(Stored data)
+ + +

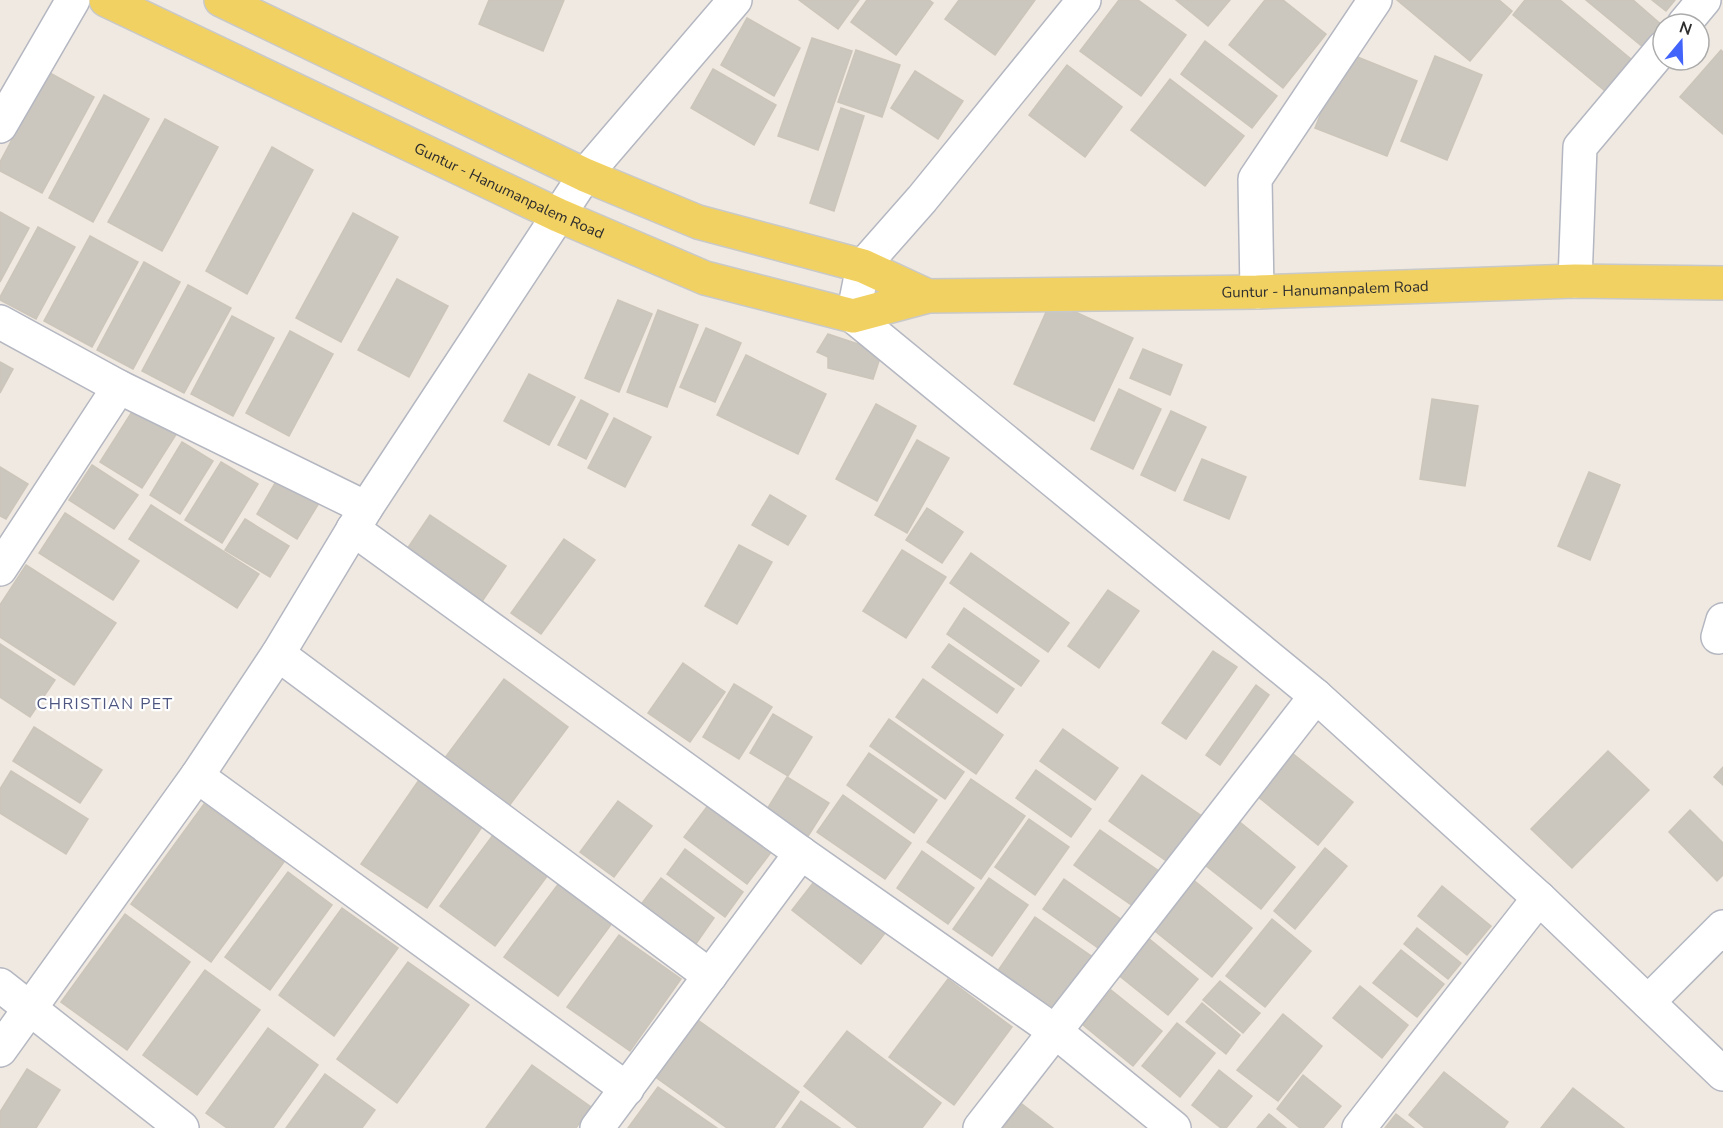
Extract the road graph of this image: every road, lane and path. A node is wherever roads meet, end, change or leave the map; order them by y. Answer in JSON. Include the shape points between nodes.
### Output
{"nodes":[{"id":1,"x":73,"y":0,"type":"edge"},
{"id":2,"x":106,"y":0,"type":"edge"},
{"id":3,"x":221,"y":0,"type":"edge"},
{"id":4,"x":735,"y":0,"type":"edge"},
{"id":5,"x":1084,"y":0,"type":"edge"},
{"id":6,"x":1375,"y":0,"type":"edge"},
{"id":7,"x":1704,"y":0,"type":"edge"},
{"id":8,"x":1694,"y":12,"type":"edge"},
{"id":9,"x":1651,"y":62,"type":"edge"},
{"id":10,"x":0,"y":126,"type":"edge"},
{"id":11,"x":585,"y":175,"type":"junction"},
{"id":12,"x":558,"y":215,"type":"junction"},
{"id":13,"x":863,"y":267,"type":"junction"},
{"id":14,"x":1575,"y":281,"type":"junction"},
{"id":15,"x":1723,"y":283,"type":"edge"},
{"id":16,"x":1257,"y":292,"type":"junction"},
{"id":17,"x":928,"y":296,"type":"junction"},
{"id":18,"x":853,"y":316,"type":"junction"},
{"id":19,"x":0,"y":322,"type":"edge"},
{"id":20,"x":119,"y":387,"type":"junction"},
{"id":21,"x":359,"y":519,"type":"junction"},
{"id":22,"x":0,"y":569,"type":"edge"},
{"id":23,"x":278,"y":654,"type":"junction"},
{"id":24,"x":1316,"y":696,"type":"junction"},
{"id":25,"x":197,"y":776,"type":"junction"},
{"id":26,"x":801,"y":853,"type":"junction"},
{"id":27,"x":1539,"y":898,"type":"junction"},
{"id":28,"x":1723,"y":927,"type":"edge"},
{"id":29,"x":710,"y":976,"type":"junction"},
{"id":30,"x":0,"y":985,"type":"edge"},
{"id":31,"x":1648,"y":1002,"type":"junction"},
{"id":32,"x":30,"y":1007,"type":"junction"},
{"id":33,"x":1056,"y":1032,"type":"junction"},
{"id":34,"x":0,"y":1050,"type":"edge"},
{"id":35,"x":1723,"y":1074,"type":"edge"},
{"id":36,"x":627,"y":1089,"type":"junction"},
{"id":37,"x":182,"y":1128,"type":"edge"},
{"id":38,"x":597,"y":1128,"type":"edge"},
{"id":39,"x":981,"y":1128,"type":"edge"},
{"id":40,"x":1174,"y":1128,"type":"edge"},
{"id":41,"x":1359,"y":1128,"type":"edge"}],
"edges":[{"from":1,"to":10,"type":"street"},
{"from":2,"to":12,"type":"main road","name":"Guntur - Hanumanpalem Road"},
{"from":3,"to":11,"type":"main road","name":"Guntur - Hanumanpalem Road"},
{"from":4,"to":11,"type":"street"},
{"from":5,"to":13,"type":"street"},
{"from":6,"to":16,"type":"street","via":[[1255,179]]},
{"from":7,"to":8,"type":"street"},
{"from":9,"to":14,"type":"street","via":[[1580,147]]},
{"from":11,"to":12,"type":"street"},
{"from":11,"to":13,"type":"main road","name":"Guntur - Hanumanpalem Road","via":[[698,222]]},
{"from":12,"to":18,"type":"main road","name":"Guntur - Hanumanpalem Road","via":[[705,278]]},
{"from":12,"to":21,"type":"street"},
{"from":13,"to":17,"type":"main road","name":"Guntur - Hanumanpalem Road"},
{"from":13,"to":18,"type":"street"},
{"from":14,"to":15,"type":"main road","name":"Guntur - Hanumanpalem Road"},
{"from":14,"to":16,"type":"main road","name":"Guntur - Hanumanpalem Road"},
{"from":16,"to":17,"type":"main road","name":"Guntur - Hanumanpalem Road"},
{"from":17,"to":18,"type":"main road","name":"Guntur - Hanumanpalem Road"},
{"from":18,"to":24,"type":"street"},
{"from":19,"to":20,"type":"street"},
{"from":20,"to":21,"type":"street"},
{"from":20,"to":22,"type":"street"},
{"from":21,"to":23,"type":"street"},
{"from":21,"to":26,"type":"street"},
{"from":23,"to":25,"type":"street"},
{"from":23,"to":29,"type":"street"},
{"from":24,"to":27,"type":"street"},
{"from":24,"to":33,"type":"street"},
{"from":25,"to":32,"type":"street"},
{"from":25,"to":36,"type":"street"},
{"from":26,"to":29,"type":"street"},
{"from":26,"to":33,"type":"street"},
{"from":27,"to":31,"type":"street"},
{"from":27,"to":41,"type":"street"},
{"from":28,"to":31,"type":"street"},
{"from":29,"to":36,"type":"street"},
{"from":30,"to":32,"type":"street"},
{"from":31,"to":35,"type":"street"},
{"from":32,"to":34,"type":"street"},
{"from":32,"to":37,"type":"street"},
{"from":33,"to":39,"type":"street"},
{"from":33,"to":40,"type":"street"},
{"from":36,"to":38,"type":"street"}]}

+ + +

Problem details:
Write out the records shown above exactly, but do not include any images.

Task solution:
Extract the road graph of this image: every road, lane and path. A node is wherever roads meet, end, change or leave the map; order them by y. Answer in JSON. Include the shape points between nodes.
### Output
{"nodes":[{"id":1,"x":73,"y":0,"type":"edge"},
{"id":2,"x":106,"y":0,"type":"edge"},
{"id":3,"x":221,"y":0,"type":"edge"},
{"id":4,"x":735,"y":0,"type":"edge"},
{"id":5,"x":1084,"y":0,"type":"edge"},
{"id":6,"x":1375,"y":0,"type":"edge"},
{"id":7,"x":1704,"y":0,"type":"edge"},
{"id":8,"x":1694,"y":12,"type":"edge"},
{"id":9,"x":1651,"y":62,"type":"edge"},
{"id":10,"x":0,"y":126,"type":"edge"},
{"id":11,"x":585,"y":175,"type":"junction"},
{"id":12,"x":558,"y":215,"type":"junction"},
{"id":13,"x":863,"y":267,"type":"junction"},
{"id":14,"x":1575,"y":281,"type":"junction"},
{"id":15,"x":1723,"y":283,"type":"edge"},
{"id":16,"x":1257,"y":292,"type":"junction"},
{"id":17,"x":928,"y":296,"type":"junction"},
{"id":18,"x":853,"y":316,"type":"junction"},
{"id":19,"x":0,"y":322,"type":"edge"},
{"id":20,"x":119,"y":387,"type":"junction"},
{"id":21,"x":359,"y":519,"type":"junction"},
{"id":22,"x":0,"y":569,"type":"edge"},
{"id":23,"x":278,"y":654,"type":"junction"},
{"id":24,"x":1316,"y":696,"type":"junction"},
{"id":25,"x":197,"y":776,"type":"junction"},
{"id":26,"x":801,"y":853,"type":"junction"},
{"id":27,"x":1539,"y":898,"type":"junction"},
{"id":28,"x":1723,"y":927,"type":"edge"},
{"id":29,"x":710,"y":976,"type":"junction"},
{"id":30,"x":0,"y":985,"type":"edge"},
{"id":31,"x":1648,"y":1002,"type":"junction"},
{"id":32,"x":30,"y":1007,"type":"junction"},
{"id":33,"x":1056,"y":1032,"type":"junction"},
{"id":34,"x":0,"y":1050,"type":"edge"},
{"id":35,"x":1723,"y":1074,"type":"edge"},
{"id":36,"x":627,"y":1089,"type":"junction"},
{"id":37,"x":182,"y":1128,"type":"edge"},
{"id":38,"x":597,"y":1128,"type":"edge"},
{"id":39,"x":981,"y":1128,"type":"edge"},
{"id":40,"x":1174,"y":1128,"type":"edge"},
{"id":41,"x":1359,"y":1128,"type":"edge"}],
"edges":[{"from":1,"to":10,"type":"street"},
{"from":2,"to":12,"type":"main road","name":"Guntur - Hanumanpalem Road"},
{"from":3,"to":11,"type":"main road","name":"Guntur - Hanumanpalem Road"},
{"from":4,"to":11,"type":"street"},
{"from":5,"to":13,"type":"street"},
{"from":6,"to":16,"type":"street","via":[[1255,179]]},
{"from":7,"to":8,"type":"street"},
{"from":9,"to":14,"type":"street","via":[[1580,147]]},
{"from":11,"to":12,"type":"street"},
{"from":11,"to":13,"type":"main road","name":"Guntur - Hanumanpalem Road","via":[[698,222]]},
{"from":12,"to":18,"type":"main road","name":"Guntur - Hanumanpalem Road","via":[[705,278]]},
{"from":12,"to":21,"type":"street"},
{"from":13,"to":17,"type":"main road","name":"Guntur - Hanumanpalem Road"},
{"from":13,"to":18,"type":"street"},
{"from":14,"to":15,"type":"main road","name":"Guntur - Hanumanpalem Road"},
{"from":14,"to":16,"type":"main road","name":"Guntur - Hanumanpalem Road"},
{"from":16,"to":17,"type":"main road","name":"Guntur - Hanumanpalem Road"},
{"from":17,"to":18,"type":"main road","name":"Guntur - Hanumanpalem Road"},
{"from":18,"to":24,"type":"street"},
{"from":19,"to":20,"type":"street"},
{"from":20,"to":21,"type":"street"},
{"from":20,"to":22,"type":"street"},
{"from":21,"to":23,"type":"street"},
{"from":21,"to":26,"type":"street"},
{"from":23,"to":25,"type":"street"},
{"from":23,"to":29,"type":"street"},
{"from":24,"to":27,"type":"street"},
{"from":24,"to":33,"type":"street"},
{"from":25,"to":32,"type":"street"},
{"from":25,"to":36,"type":"street"},
{"from":26,"to":29,"type":"street"},
{"from":26,"to":33,"type":"street"},
{"from":27,"to":31,"type":"street"},
{"from":27,"to":41,"type":"street"},
{"from":28,"to":31,"type":"street"},
{"from":29,"to":36,"type":"street"},
{"from":30,"to":32,"type":"street"},
{"from":31,"to":35,"type":"street"},
{"from":32,"to":34,"type":"street"},
{"from":32,"to":37,"type":"street"},
{"from":33,"to":39,"type":"street"},
{"from":33,"to":40,"type":"street"},
{"from":36,"to":38,"type":"street"}]}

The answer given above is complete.